By Peter Ker
Gold prices will surge if Donald Trump is successful in winning his way to the White House, says one of Australia's fastest growing goldminers.
While he didn't explicitly name Mr Trump, there was little doubt who Northern Star boss Bill Beament was talking about when discussing the outlook for gold prices on Wednesday.
Fresh from reporting a stellar set of production results, Mr Beament said the recent Brexit vote had little lasting impact on the gold price.
But he noted that another democratic event could have an impact.
"Obviously the next big catalyst is who wins the presidential election in America and that has got more of an impact on the gold price than what Brexit will have so it will be interesting," he said.
"We all know if someone gets in it will quite positive for gold."
It is not the first time that Mr Trump's rise has been linked to the recent rally in gold prices; it was widely noted in May that gold rose above $US1300 per ounce for the first time in 17 months in the same week that Mr Trump clinched the Republican Party nomination.
Of course, the US Federal Reserve's decision to raise interest rates slower than expected has been the main driver of a rally that has seen prices for the precious metal soar almost 30 per cent since December.
Mr Beament said the rally was not finished yet.
"The overall trend I think is up, I am not a huge gold bull ... but I definitely think it is a longer term trend heading upwards because of what is happening with the global economies around the world," he said.
The comments came as Northern Star reported another strong set of production results.

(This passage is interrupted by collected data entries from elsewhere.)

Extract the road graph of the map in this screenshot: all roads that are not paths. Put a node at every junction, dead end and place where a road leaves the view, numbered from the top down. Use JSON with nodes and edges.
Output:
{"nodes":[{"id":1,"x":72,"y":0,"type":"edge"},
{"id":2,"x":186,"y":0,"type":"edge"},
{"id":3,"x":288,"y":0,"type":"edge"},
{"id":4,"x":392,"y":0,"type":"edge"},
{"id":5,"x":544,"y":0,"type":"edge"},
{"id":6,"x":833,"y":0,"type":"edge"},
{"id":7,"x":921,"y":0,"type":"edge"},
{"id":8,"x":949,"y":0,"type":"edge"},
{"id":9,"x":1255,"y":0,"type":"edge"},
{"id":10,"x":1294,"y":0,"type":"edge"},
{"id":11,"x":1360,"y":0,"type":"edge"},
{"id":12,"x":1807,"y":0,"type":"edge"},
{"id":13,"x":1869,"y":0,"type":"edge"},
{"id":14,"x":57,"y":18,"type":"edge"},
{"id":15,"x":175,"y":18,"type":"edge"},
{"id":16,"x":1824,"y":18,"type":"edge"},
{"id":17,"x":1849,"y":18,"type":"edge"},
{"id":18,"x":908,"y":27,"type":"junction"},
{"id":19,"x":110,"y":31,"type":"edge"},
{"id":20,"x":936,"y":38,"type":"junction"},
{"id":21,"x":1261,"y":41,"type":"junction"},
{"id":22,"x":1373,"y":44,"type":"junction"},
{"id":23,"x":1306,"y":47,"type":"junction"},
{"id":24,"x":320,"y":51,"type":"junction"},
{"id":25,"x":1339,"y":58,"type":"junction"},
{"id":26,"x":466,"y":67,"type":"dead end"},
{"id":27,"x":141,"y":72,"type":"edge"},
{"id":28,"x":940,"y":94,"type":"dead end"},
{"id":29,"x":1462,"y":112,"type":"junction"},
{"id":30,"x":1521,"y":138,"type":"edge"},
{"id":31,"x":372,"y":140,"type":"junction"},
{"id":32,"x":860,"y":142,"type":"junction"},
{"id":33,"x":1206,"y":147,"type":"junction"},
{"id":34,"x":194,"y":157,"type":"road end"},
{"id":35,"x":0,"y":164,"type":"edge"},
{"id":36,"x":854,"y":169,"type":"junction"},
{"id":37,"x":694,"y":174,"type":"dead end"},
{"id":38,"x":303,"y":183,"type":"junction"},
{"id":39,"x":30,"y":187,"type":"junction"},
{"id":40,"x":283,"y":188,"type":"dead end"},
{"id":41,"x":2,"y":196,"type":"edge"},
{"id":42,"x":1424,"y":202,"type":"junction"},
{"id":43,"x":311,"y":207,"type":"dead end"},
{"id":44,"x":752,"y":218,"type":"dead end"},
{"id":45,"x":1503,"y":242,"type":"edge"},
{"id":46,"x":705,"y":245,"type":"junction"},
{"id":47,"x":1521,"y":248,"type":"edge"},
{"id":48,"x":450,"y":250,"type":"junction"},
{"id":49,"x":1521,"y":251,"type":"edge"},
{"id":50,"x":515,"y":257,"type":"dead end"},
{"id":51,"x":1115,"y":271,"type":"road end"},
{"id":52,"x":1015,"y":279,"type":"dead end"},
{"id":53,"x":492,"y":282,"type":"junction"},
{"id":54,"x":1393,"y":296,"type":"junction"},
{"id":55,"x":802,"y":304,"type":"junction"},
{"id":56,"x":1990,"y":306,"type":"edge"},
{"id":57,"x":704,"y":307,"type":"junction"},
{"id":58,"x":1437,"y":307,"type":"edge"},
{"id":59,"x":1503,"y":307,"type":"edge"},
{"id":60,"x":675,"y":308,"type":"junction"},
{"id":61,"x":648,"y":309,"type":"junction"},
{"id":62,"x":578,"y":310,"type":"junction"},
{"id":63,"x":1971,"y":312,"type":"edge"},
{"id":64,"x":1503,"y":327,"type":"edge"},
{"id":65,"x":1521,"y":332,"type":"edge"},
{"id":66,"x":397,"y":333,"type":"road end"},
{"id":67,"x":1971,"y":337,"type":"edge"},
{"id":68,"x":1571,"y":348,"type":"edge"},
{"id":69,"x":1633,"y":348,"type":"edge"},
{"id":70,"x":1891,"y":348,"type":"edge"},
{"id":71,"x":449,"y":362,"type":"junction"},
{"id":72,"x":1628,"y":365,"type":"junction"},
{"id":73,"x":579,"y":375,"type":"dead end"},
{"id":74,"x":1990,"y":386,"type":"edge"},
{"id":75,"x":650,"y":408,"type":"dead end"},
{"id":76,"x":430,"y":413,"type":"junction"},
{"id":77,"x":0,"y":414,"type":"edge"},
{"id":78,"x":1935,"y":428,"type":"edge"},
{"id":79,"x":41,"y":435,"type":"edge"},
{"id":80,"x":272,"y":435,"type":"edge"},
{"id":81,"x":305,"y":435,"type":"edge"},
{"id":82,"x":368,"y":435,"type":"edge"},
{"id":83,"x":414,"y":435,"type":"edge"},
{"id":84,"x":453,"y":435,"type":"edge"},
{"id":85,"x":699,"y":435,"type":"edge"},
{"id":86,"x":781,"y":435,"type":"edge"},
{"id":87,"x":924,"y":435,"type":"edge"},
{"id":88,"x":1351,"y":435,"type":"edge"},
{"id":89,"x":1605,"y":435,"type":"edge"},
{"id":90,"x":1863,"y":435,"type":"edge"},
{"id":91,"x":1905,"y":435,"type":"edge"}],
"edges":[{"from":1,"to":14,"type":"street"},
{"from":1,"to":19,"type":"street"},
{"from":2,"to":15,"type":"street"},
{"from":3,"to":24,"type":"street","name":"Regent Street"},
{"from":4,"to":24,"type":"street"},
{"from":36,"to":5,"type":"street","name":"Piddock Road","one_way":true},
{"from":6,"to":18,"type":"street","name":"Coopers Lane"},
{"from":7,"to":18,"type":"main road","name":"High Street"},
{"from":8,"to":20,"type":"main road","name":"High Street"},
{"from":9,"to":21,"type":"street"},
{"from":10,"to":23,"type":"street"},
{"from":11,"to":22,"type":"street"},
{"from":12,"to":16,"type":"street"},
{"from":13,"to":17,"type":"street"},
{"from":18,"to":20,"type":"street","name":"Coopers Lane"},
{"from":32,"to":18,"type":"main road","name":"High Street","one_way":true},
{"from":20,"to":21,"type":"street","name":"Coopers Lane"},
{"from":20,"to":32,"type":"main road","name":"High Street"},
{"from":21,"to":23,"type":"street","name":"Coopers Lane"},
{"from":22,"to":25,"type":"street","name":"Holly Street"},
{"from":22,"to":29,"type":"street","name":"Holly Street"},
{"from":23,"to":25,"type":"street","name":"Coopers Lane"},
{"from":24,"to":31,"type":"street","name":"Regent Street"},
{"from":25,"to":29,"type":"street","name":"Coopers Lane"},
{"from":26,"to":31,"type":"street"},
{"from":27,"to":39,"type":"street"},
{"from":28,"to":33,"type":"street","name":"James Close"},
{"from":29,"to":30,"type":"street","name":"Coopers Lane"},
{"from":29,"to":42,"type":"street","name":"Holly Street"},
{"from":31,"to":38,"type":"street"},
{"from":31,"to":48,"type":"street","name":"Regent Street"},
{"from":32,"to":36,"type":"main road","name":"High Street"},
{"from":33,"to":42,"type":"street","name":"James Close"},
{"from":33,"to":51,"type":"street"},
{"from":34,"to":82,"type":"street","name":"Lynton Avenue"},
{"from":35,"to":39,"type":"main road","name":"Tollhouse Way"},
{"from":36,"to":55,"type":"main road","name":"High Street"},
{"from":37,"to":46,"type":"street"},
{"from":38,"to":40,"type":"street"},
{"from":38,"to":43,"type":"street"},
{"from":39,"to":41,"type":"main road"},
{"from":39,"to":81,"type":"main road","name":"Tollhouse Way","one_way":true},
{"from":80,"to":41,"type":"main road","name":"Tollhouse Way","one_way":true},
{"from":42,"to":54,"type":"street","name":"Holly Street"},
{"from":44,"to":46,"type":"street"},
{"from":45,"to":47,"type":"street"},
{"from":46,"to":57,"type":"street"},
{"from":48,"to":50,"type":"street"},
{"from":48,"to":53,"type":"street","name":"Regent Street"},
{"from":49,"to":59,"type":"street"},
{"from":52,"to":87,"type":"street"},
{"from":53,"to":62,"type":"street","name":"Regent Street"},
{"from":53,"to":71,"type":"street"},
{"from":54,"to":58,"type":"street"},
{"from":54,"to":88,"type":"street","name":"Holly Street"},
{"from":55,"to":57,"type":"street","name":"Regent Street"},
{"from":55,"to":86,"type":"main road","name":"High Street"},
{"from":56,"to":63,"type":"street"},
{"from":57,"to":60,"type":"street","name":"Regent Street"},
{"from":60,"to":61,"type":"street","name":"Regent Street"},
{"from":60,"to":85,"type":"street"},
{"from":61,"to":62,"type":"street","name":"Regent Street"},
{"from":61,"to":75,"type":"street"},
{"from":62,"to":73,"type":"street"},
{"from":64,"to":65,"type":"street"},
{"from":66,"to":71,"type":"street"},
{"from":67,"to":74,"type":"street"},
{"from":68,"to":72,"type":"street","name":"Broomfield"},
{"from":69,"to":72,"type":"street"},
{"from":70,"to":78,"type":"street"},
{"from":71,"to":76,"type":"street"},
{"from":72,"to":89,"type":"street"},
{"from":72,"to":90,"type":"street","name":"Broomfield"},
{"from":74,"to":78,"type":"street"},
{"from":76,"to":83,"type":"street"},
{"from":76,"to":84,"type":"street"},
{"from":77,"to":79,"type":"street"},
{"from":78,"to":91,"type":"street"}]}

The miner recovered 558,143 ounces of gold in the year and sold 561,153 ounces, which was at the top end of its guidance range.
Unit costs were lower than guidance and lower than last year at $1041 per ounce; well below the year's average Australian denominated gold price of $1578.
Northern Star shares were 8¢ higher at $5.39 in morning trade, having almost doubled their price this year.
The company produced $224.2 million of free cash flow in the 2016 financial year and has no debt, and Mr Beament was asked on Wednesday whether shareholder returns might be boosted when the company reports its full-year accounts in August.
"It is obviously a good problem to have, we've probably got one of the strongest balance sheets in the resource sector," he said.
"We have still got to get our full year accounts finalised and audited ... it is fair to say we are having a bit of a discussion on capital management with the board, I will keep my powder dry on that.
"We will come out more on capital management when we put out our full-year accounts."
While many will take those comments as an indication that shareholder returns will rise, Mr Beament said the company did have projects to spend money on.
"We are pretty much building three new mines in the next 18 months, we have got Millennium (mine) construction under way, Central Tanami is going to happen as well and there is a third thing that is very, very close on the horizon that we will announce later on in due course," he said.
"We've still got a fair bit of capex to build that production up to 700,000 ounces per annum, that is going to take capital."